STORED DATA:
-- Opening Marker --

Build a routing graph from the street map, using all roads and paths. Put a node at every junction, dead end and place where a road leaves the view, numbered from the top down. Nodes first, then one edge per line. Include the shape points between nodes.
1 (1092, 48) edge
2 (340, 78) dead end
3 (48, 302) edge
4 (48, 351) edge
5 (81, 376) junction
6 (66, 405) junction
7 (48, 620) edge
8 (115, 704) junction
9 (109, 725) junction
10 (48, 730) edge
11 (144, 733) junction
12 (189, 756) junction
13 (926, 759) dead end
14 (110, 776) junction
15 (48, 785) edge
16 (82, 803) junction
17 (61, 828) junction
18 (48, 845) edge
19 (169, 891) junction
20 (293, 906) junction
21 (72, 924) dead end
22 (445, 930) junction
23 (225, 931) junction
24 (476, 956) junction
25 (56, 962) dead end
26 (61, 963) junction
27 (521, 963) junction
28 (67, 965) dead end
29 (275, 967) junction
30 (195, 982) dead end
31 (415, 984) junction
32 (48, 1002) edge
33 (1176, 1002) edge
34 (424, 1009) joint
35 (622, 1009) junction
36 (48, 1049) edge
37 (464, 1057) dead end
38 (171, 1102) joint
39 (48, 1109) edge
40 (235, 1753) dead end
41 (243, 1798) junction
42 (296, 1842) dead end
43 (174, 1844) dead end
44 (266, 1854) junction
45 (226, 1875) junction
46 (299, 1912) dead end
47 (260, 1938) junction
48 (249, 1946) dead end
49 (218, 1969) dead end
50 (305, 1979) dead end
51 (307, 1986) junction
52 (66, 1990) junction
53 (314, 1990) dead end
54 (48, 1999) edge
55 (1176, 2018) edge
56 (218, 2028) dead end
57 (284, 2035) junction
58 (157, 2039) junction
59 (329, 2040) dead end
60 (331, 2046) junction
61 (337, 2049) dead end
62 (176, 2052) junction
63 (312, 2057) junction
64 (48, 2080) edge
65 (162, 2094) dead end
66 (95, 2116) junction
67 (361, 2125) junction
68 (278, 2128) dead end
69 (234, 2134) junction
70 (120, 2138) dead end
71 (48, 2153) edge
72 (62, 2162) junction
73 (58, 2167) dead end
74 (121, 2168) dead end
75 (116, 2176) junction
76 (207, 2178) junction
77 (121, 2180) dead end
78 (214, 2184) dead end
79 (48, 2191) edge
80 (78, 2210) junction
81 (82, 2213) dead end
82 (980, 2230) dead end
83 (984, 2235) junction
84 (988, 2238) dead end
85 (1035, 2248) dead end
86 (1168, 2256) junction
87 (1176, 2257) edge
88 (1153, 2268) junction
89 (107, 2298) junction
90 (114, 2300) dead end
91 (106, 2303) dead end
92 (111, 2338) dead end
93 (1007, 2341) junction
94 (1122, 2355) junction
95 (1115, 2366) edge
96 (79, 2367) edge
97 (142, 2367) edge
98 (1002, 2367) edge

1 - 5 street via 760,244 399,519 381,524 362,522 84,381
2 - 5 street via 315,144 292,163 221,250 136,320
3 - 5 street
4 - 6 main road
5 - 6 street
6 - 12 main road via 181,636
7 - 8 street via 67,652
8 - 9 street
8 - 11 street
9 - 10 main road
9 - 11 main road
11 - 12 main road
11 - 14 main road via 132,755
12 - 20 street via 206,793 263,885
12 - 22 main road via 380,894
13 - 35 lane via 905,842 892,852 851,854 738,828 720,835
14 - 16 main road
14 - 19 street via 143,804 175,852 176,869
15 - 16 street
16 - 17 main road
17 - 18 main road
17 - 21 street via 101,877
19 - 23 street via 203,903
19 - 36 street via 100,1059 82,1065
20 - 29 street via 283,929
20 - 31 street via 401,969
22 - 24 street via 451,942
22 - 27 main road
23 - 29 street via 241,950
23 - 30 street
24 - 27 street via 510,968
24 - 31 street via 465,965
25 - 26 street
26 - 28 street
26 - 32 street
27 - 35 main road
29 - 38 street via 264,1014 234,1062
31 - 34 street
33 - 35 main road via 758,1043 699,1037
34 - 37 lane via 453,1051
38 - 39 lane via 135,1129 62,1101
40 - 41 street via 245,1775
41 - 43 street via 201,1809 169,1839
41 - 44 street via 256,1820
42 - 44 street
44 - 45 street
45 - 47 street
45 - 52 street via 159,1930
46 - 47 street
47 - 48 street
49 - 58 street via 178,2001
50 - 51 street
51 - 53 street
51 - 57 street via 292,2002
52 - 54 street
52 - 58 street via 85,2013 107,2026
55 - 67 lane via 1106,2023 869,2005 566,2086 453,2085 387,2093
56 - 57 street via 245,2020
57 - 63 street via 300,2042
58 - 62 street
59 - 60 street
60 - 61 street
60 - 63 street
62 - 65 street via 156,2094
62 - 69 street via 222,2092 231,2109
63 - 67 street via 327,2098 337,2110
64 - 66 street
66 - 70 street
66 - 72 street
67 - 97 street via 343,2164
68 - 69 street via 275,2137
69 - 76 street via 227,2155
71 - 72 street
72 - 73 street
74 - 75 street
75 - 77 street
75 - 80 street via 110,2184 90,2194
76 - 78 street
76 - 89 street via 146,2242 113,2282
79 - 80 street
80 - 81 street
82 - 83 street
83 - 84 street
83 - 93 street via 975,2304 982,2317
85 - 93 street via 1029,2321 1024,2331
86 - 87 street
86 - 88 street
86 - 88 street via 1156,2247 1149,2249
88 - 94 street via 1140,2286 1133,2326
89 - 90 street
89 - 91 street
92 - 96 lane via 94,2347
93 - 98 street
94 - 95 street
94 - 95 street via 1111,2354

-- Closing Marker --

YOUR OBJECTIVE: Every line of the material above must be set down again exactly.

OUTPUT FOR THIS TASK:
Build a routing graph from the street map, using all roads and paths. Put a node at every junction, dead end and place where a road leaves the view, numbered from the top down. Nodes first, then one edge per line. Include the shape points between nodes.
1 (1092, 48) edge
2 (340, 78) dead end
3 (48, 302) edge
4 (48, 351) edge
5 (81, 376) junction
6 (66, 405) junction
7 (48, 620) edge
8 (115, 704) junction
9 (109, 725) junction
10 (48, 730) edge
11 (144, 733) junction
12 (189, 756) junction
13 (926, 759) dead end
14 (110, 776) junction
15 (48, 785) edge
16 (82, 803) junction
17 (61, 828) junction
18 (48, 845) edge
19 (169, 891) junction
20 (293, 906) junction
21 (72, 924) dead end
22 (445, 930) junction
23 (225, 931) junction
24 (476, 956) junction
25 (56, 962) dead end
26 (61, 963) junction
27 (521, 963) junction
28 (67, 965) dead end
29 (275, 967) junction
30 (195, 982) dead end
31 (415, 984) junction
32 (48, 1002) edge
33 (1176, 1002) edge
34 (424, 1009) joint
35 (622, 1009) junction
36 (48, 1049) edge
37 (464, 1057) dead end
38 (171, 1102) joint
39 (48, 1109) edge
40 (235, 1753) dead end
41 (243, 1798) junction
42 (296, 1842) dead end
43 (174, 1844) dead end
44 (266, 1854) junction
45 (226, 1875) junction
46 (299, 1912) dead end
47 (260, 1938) junction
48 (249, 1946) dead end
49 (218, 1969) dead end
50 (305, 1979) dead end
51 (307, 1986) junction
52 (66, 1990) junction
53 (314, 1990) dead end
54 (48, 1999) edge
55 (1176, 2018) edge
56 (218, 2028) dead end
57 (284, 2035) junction
58 (157, 2039) junction
59 (329, 2040) dead end
60 (331, 2046) junction
61 (337, 2049) dead end
62 (176, 2052) junction
63 (312, 2057) junction
64 (48, 2080) edge
65 (162, 2094) dead end
66 (95, 2116) junction
67 (361, 2125) junction
68 (278, 2128) dead end
69 (234, 2134) junction
70 (120, 2138) dead end
71 (48, 2153) edge
72 (62, 2162) junction
73 (58, 2167) dead end
74 (121, 2168) dead end
75 (116, 2176) junction
76 (207, 2178) junction
77 (121, 2180) dead end
78 (214, 2184) dead end
79 (48, 2191) edge
80 (78, 2210) junction
81 (82, 2213) dead end
82 (980, 2230) dead end
83 (984, 2235) junction
84 (988, 2238) dead end
85 (1035, 2248) dead end
86 (1168, 2256) junction
87 (1176, 2257) edge
88 (1153, 2268) junction
89 (107, 2298) junction
90 (114, 2300) dead end
91 (106, 2303) dead end
92 (111, 2338) dead end
93 (1007, 2341) junction
94 (1122, 2355) junction
95 (1115, 2366) edge
96 (79, 2367) edge
97 (142, 2367) edge
98 (1002, 2367) edge

1 - 5 street via 760,244 399,519 381,524 362,522 84,381
2 - 5 street via 315,144 292,163 221,250 136,320
3 - 5 street
4 - 6 main road
5 - 6 street
6 - 12 main road via 181,636
7 - 8 street via 67,652
8 - 9 street
8 - 11 street
9 - 10 main road
9 - 11 main road
11 - 12 main road
11 - 14 main road via 132,755
12 - 20 street via 206,793 263,885
12 - 22 main road via 380,894
13 - 35 lane via 905,842 892,852 851,854 738,828 720,835
14 - 16 main road
14 - 19 street via 143,804 175,852 176,869
15 - 16 street
16 - 17 main road
17 - 18 main road
17 - 21 street via 101,877
19 - 23 street via 203,903
19 - 36 street via 100,1059 82,1065
20 - 29 street via 283,929
20 - 31 street via 401,969
22 - 24 street via 451,942
22 - 27 main road
23 - 29 street via 241,950
23 - 30 street
24 - 27 street via 510,968
24 - 31 street via 465,965
25 - 26 street
26 - 28 street
26 - 32 street
27 - 35 main road
29 - 38 street via 264,1014 234,1062
31 - 34 street
33 - 35 main road via 758,1043 699,1037
34 - 37 lane via 453,1051
38 - 39 lane via 135,1129 62,1101
40 - 41 street via 245,1775
41 - 43 street via 201,1809 169,1839
41 - 44 street via 256,1820
42 - 44 street
44 - 45 street
45 - 47 street
45 - 52 street via 159,1930
46 - 47 street
47 - 48 street
49 - 58 street via 178,2001
50 - 51 street
51 - 53 street
51 - 57 street via 292,2002
52 - 54 street
52 - 58 street via 85,2013 107,2026
55 - 67 lane via 1106,2023 869,2005 566,2086 453,2085 387,2093
56 - 57 street via 245,2020
57 - 63 street via 300,2042
58 - 62 street
59 - 60 street
60 - 61 street
60 - 63 street
62 - 65 street via 156,2094
62 - 69 street via 222,2092 231,2109
63 - 67 street via 327,2098 337,2110
64 - 66 street
66 - 70 street
66 - 72 street
67 - 97 street via 343,2164
68 - 69 street via 275,2137
69 - 76 street via 227,2155
71 - 72 street
72 - 73 street
74 - 75 street
75 - 77 street
75 - 80 street via 110,2184 90,2194
76 - 78 street
76 - 89 street via 146,2242 113,2282
79 - 80 street
80 - 81 street
82 - 83 street
83 - 84 street
83 - 93 street via 975,2304 982,2317
85 - 93 street via 1029,2321 1024,2331
86 - 87 street
86 - 88 street
86 - 88 street via 1156,2247 1149,2249
88 - 94 street via 1140,2286 1133,2326
89 - 90 street
89 - 91 street
92 - 96 lane via 94,2347
93 - 98 street
94 - 95 street
94 - 95 street via 1111,2354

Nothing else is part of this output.